While the polar stratospheric clouds could explain the reduction of the equator to pole temperature gradient and the increased temperatures at the poles during the early Eocene, there are a few drawbacks to maintaining polar stratospheric clouds for an extended period of time. Separate model runs were used to determine the sustainability of the polar stratospheric clouds. It was determined that in order to maintain the lower stratospheric water vapor, methane would need to be continually released and sustained. In addition, the amounts of ice and condensation nuclei would need to be high in order for the polar stratospheric cloud to sustain itself and eventually expand.

=== Middle Eocene ===

The Eocene is not only known for containing the warmest period during the Cenozoic; it also marked the decline into an icehouse climate and the rapid expansion of the Antarctic ice sheet. The transition from a warming climate into a cooling climate began at around 49 Ma. Isotopes of carbon and oxygen indicate a shift to a global cooling climate. The cause of the cooling has been attributed to a significant decrease of >2,000 ppm in atmospheric carbon dioxide concentrations. One proposed cause of the reduction in carbon dioxide during the warming to cooling transition was the azolla event. With the equable climate during the early Eocene, warm temperatures in the arctic allowed for the growth of azolla, which is a floating aquatic fern, on the Arctic Ocean. The significantly high amounts of carbon dioxide also acted to facilitate azolla blooms across the Arctic Ocean. Compared to current carbon dioxide levels, these azolla grew rapidly in the enhanced carbon dioxide levels found in the early Eocene. The isolation of the Arctic Ocean, evidenced by euxinia that occurred at this time, led to stagnant waters and as the azolla sank to the sea floor, they became part of the sediments on the seabed and effectively sequestered the carbon by locking it out of the atmosphere for good. The ability for the azolla to sequester carbon is exceptional, and the enhanced burial of azolla could have had a significant effect on the world atmospheric carbon content and may have been the event to begin the transition into an ice house climate.

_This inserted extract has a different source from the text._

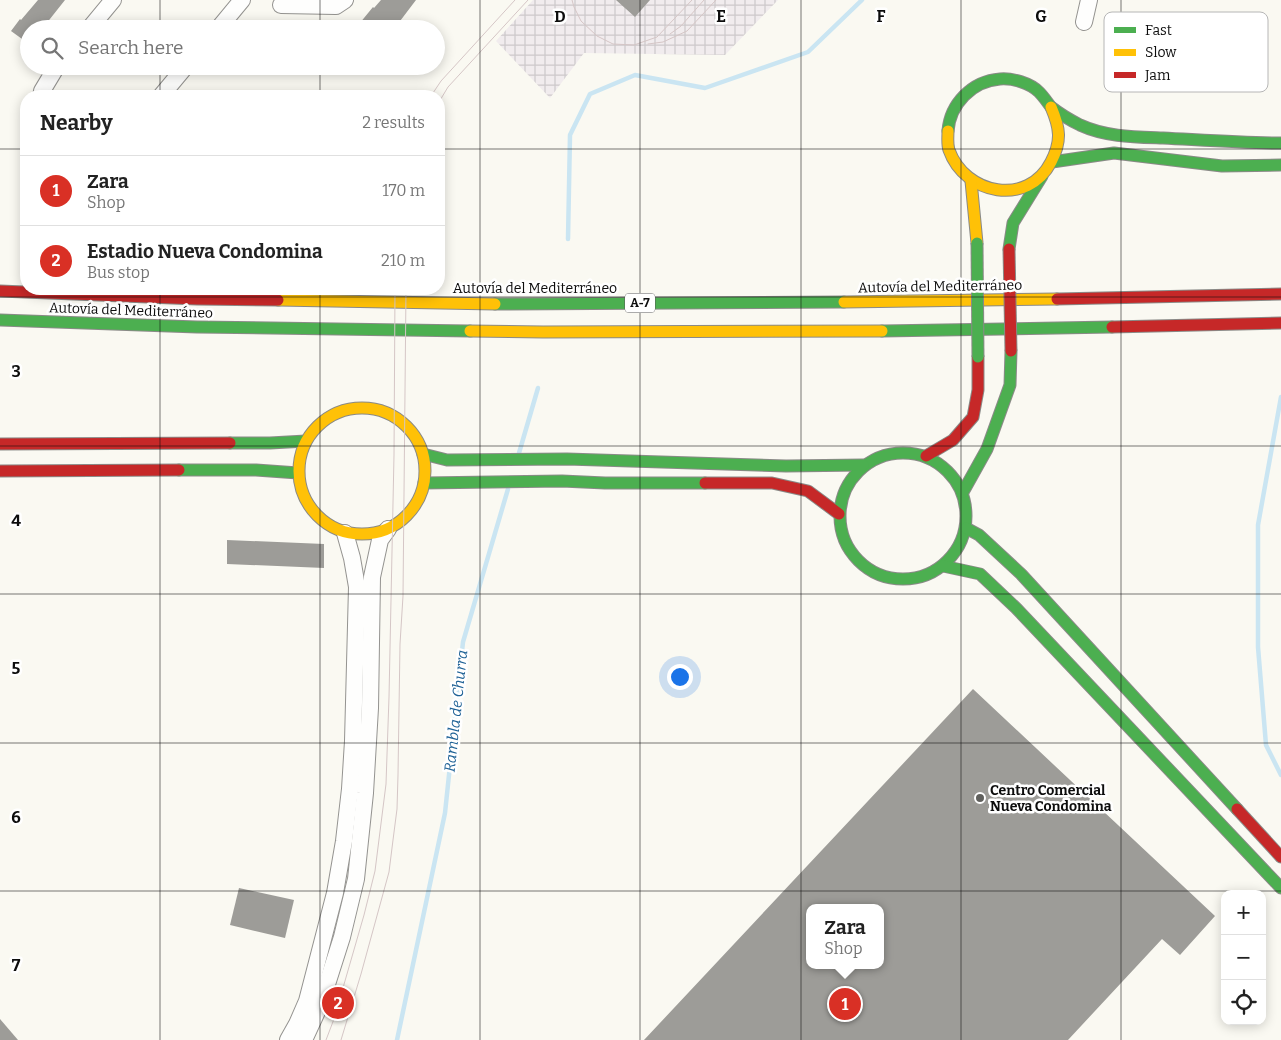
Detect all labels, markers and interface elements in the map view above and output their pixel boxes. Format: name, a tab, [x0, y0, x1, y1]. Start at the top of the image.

The azolla event could have led to a draw down of atmospheric carbon dioxide of up to 470 ppm. Assuming the carbon dioxide concentrations were at 900 ppmv prior to the Azolla Event they would have dropped to 430 ppmv, or 30 ppmv more than they are today, after the Azolla Event. This cooling trend at the end of the EECO has also been proposed to have been caused by increased siliceous plankton productivity and marine carbon burial, which also helped draw carbon dioxide out of the atmosphere. Cooling after this event, part of a trend known as the Middle-Late Eocene Cooling (MLEC), continued due to continual decrease in atmospheric carbon dioxide from organic productivity and weathering from mountain building. Many regions of the world became more arid and cold over the course of the stage, such as the Fushun Basin. In East Asia, lake level changes were in sync with global sea level changes over the course of the MLEC.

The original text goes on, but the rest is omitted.